I lay on the rough disc and caressed its delicate polyps. The transparent animals retracted into its little holes as soon as my hand touched them, if they felt my hand at all. It shifted through some, passing over them like an illusion.

An octopus, disguised amongst the colorful cnidarians, slipped through, and when I noticed him, he approached, examining my slowly moving body out of curiosity. His arms, strong and covered in suckers, enveloped mine, and its beak bit my wrist, making me shift suddenly, scaring the creature, who left behind a cloud of ink thick and bitter.

Everything down there inspected me mouth first, it seemed. Of course, they were not used to men, and even less used to dragon dreams.

Dogs were easier. But I needed not to mind these almost random attacks: they could do no lasting damage to me. What I had to do, however, was to search. I could not swim around, I was too far from Cirruin, such that known paths were still as easy to traverse, but the unknown still pushed back.

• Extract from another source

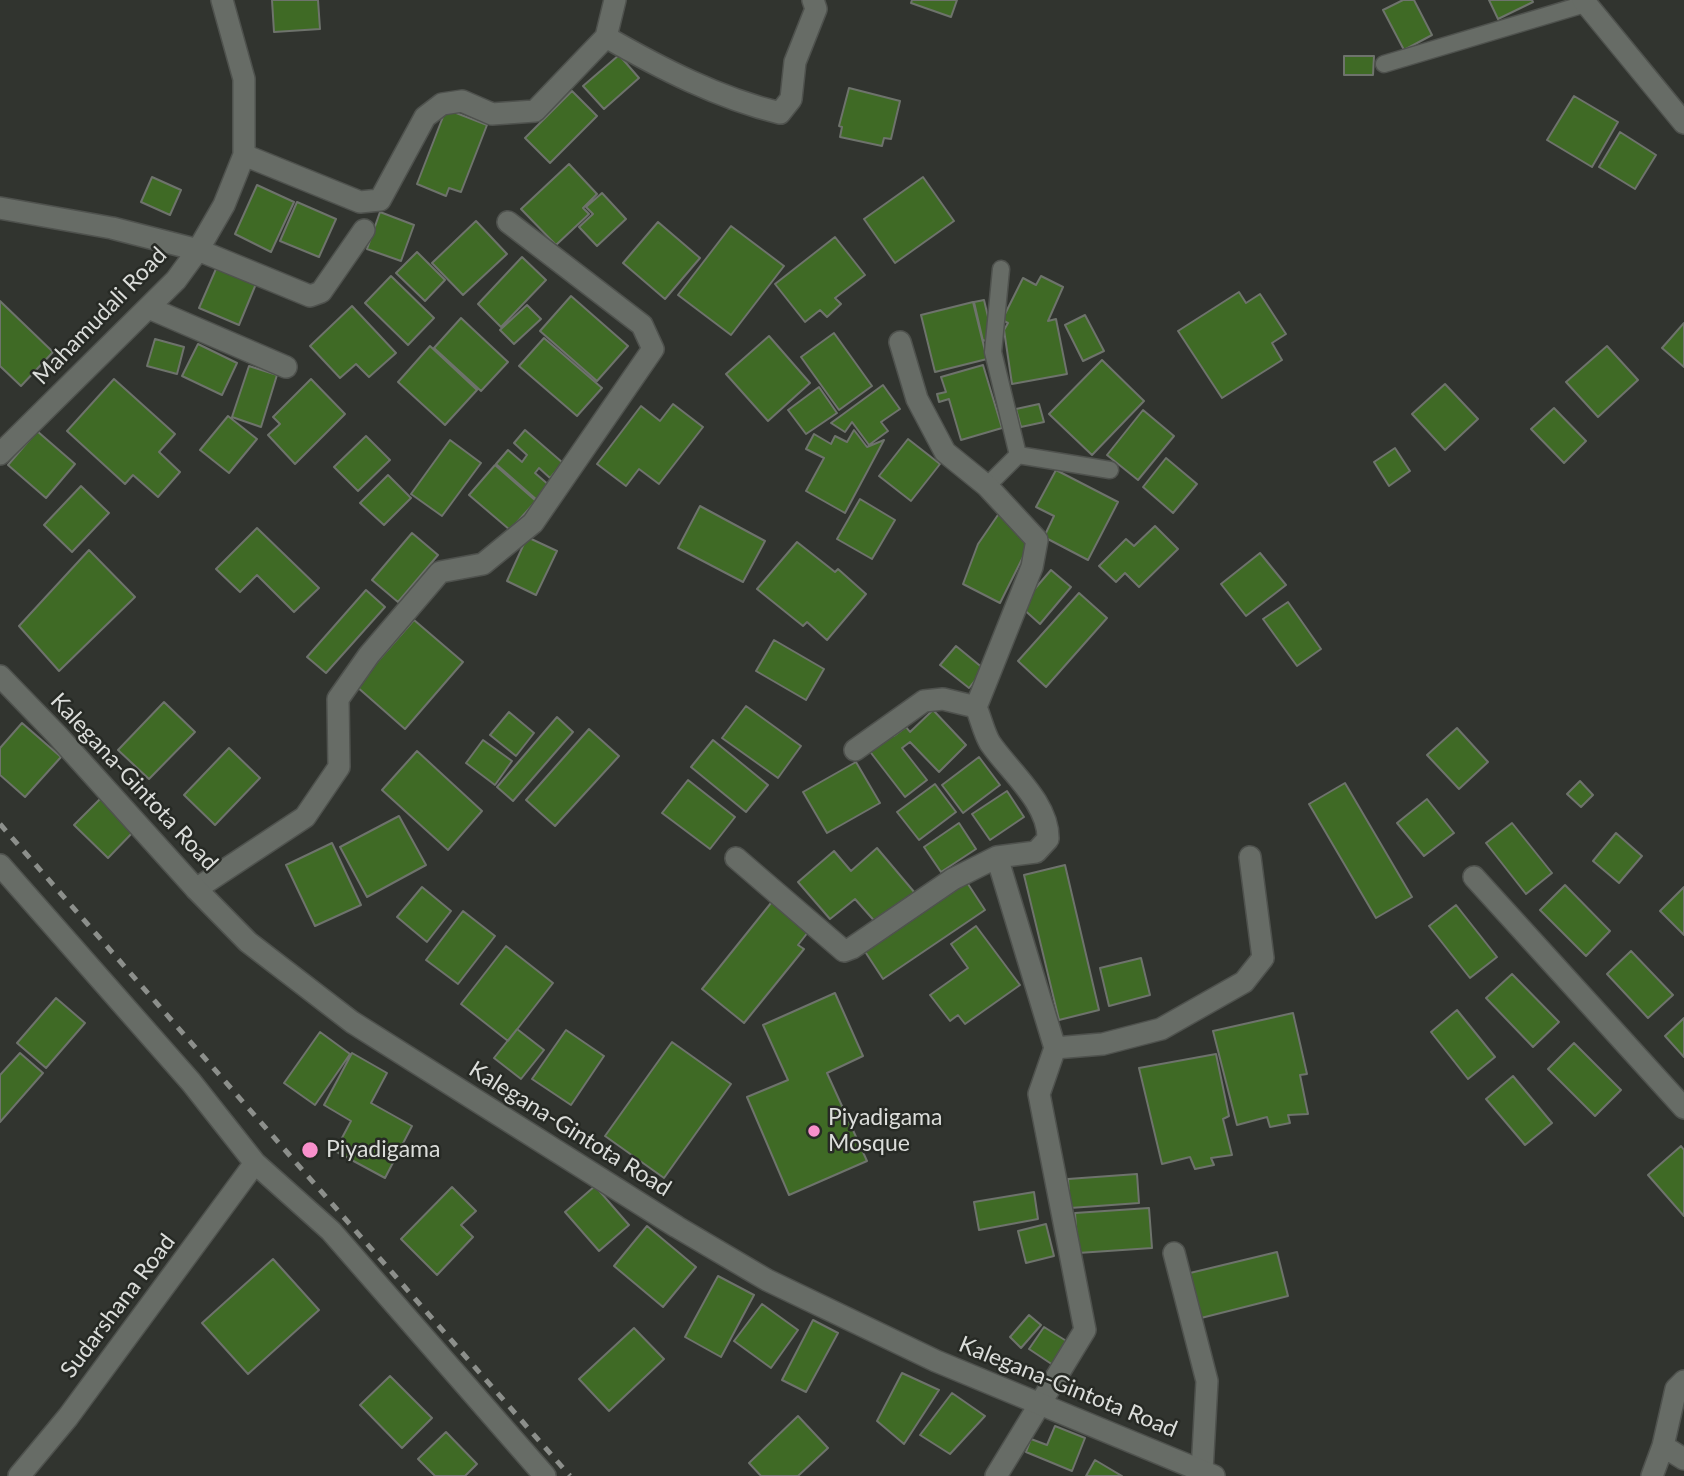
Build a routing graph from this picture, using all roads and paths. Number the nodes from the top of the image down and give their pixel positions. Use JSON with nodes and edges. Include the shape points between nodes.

I had to go on. I was so close to seeing bryozoans in person. There had to be some around here. Dead corals were a perfect substrate for them, after all, and the water was warm and welcoming. But it was an spectacle of colors: fish, corals, crabs, and some echinoderms inhabited this reef. Forget the needle on the haystack, this was like looking for a needle in a stack of short, grey, polished wire.

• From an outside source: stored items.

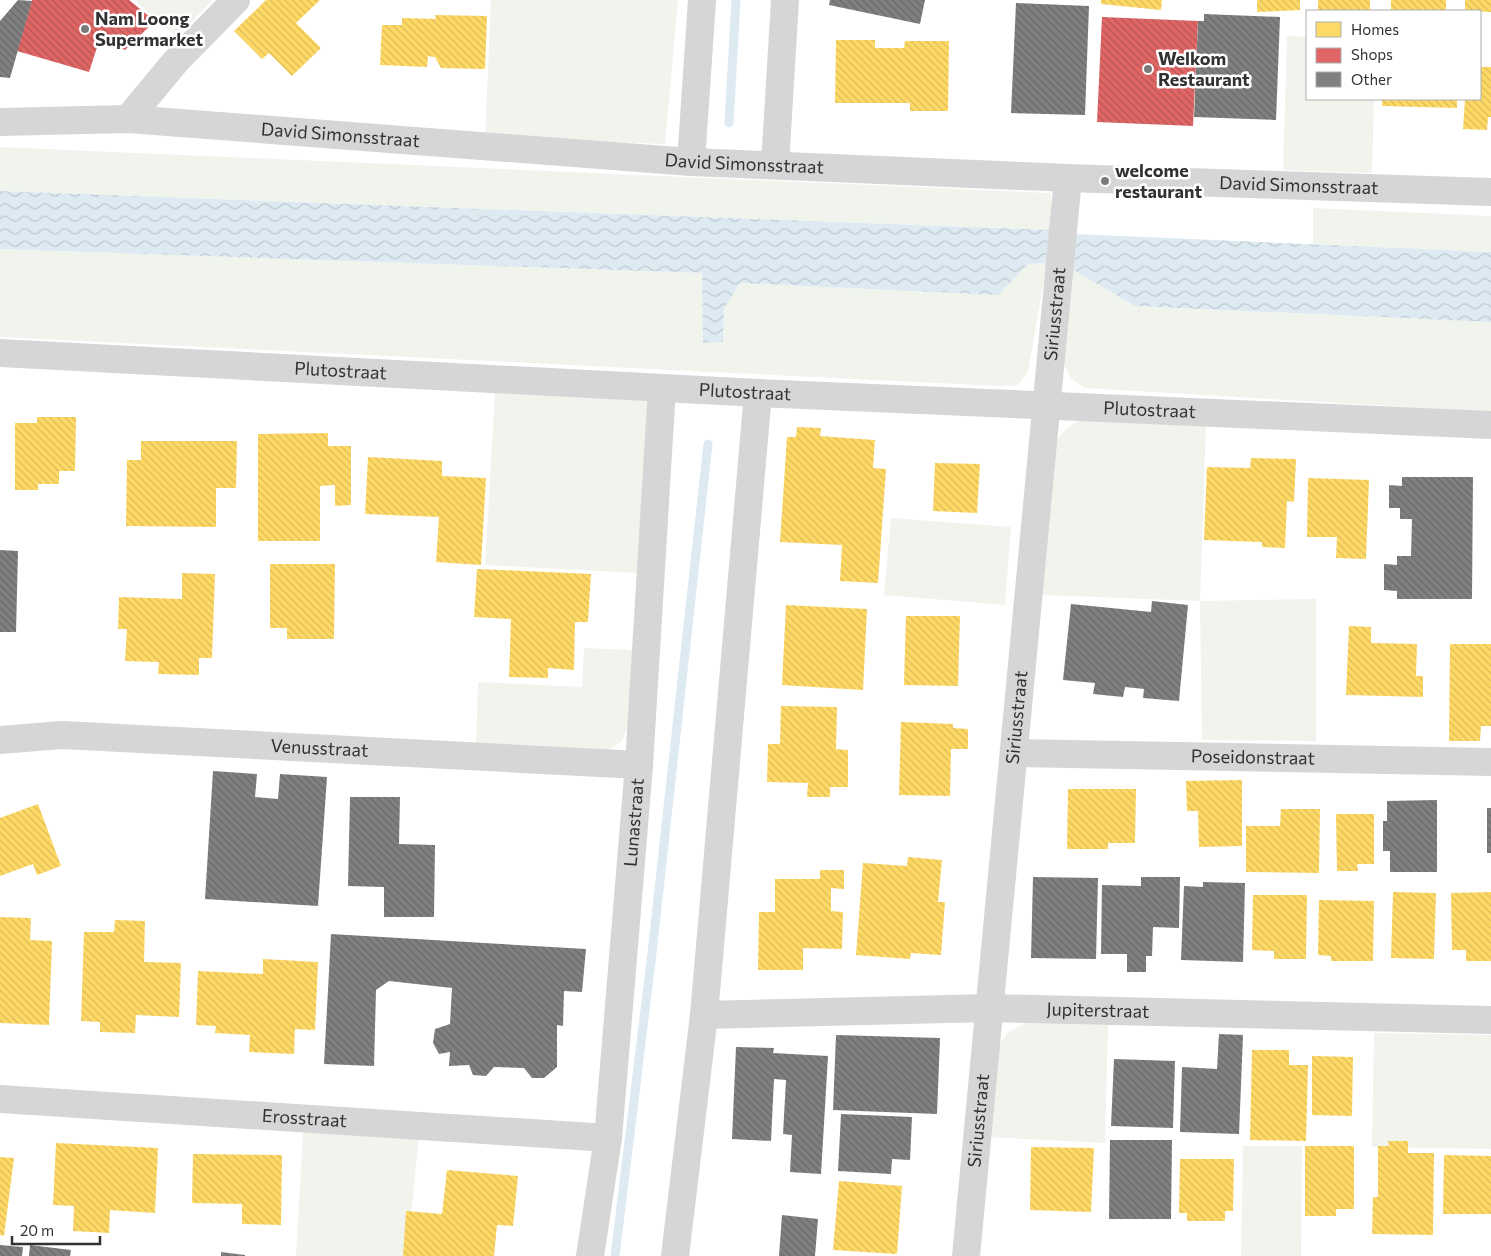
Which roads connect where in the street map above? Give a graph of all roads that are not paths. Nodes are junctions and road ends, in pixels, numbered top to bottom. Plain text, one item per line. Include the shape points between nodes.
1 (236, 0) edge
2 (702, 0) edge
3 (785, 0) edge
4 (128, 119) junction
5 (0, 122) edge
6 (691, 162) junction
7 (775, 165) junction
8 (1068, 178) junction
9 (1491, 192) edge
10 (0, 353) edge
11 (662, 388) junction
12 (758, 394) junction
13 (1045, 404) junction
14 (1491, 425) edge
15 (0, 740) edge
16 (1014, 753) junction
17 (1491, 762) edge
18 (639, 765) junction
19 (990, 1008) junction
20 (704, 1015) junction
21 (1491, 1020) edge
22 (0, 1099) edge
23 (608, 1138) junction
24 (590, 1256) edge
25 (675, 1256) edge
26 (966, 1256) edge

1 - 4 street via 176,61
2 - 6 street
3 - 7 street
4 - 5 street, David Simonsstraat
4 - 6 street, David Simonsstraat
6 - 7 street, David Simonsstraat
7 - 8 street, David Simonsstraat
8 - 9 street, David Simonsstraat
8 - 13 street, Siriusstraat
10 - 11 street, Plutostraat
11 - 12 street, Plutostraat
11 - 18 street, Lunastraat
12 - 13 street, Plutostraat
12 - 20 street
13 - 14 street, Plutostraat
13 - 16 street, Siriusstraat
15 - 18 street, Venusstraat via 62,735
16 - 17 street, Poseidonstraat
16 - 19 street, Siriusstraat
18 - 23 street, Lunastraat
19 - 20 street, Jupiterstraat
19 - 21 street, Jupiterstraat
19 - 26 street, Siriusstraat
20 - 25 street
22 - 23 street, Erosstraat
23 - 24 street, Lunastraat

Descending from the disc, I began clambering into the domes and dendrites, careful not to break them. I may have the strength of a dragon, but I have the weight a man has to a dragon, too: Inconsequentially light most of the time, unable to even leave footprints unless the mud is mostly water already. Few beaches in the world would register my passage unless I explicitly wanted them to do so.

From morning to noon I searched under every rock, on every face of every coral, disturbing every creature that was unlucky enough to inspect me. The reef had probably not seen so much activity since a long time ago. And finally, when a ray of the sun was generous enough to reveal my quarry’s yellow hue, I crawled to it like a cat stalking its prey. Why, if what I was hunting couldn’t swim away. Why, if it was merely more than an amoeboid stain incrusted upon a long dead coral.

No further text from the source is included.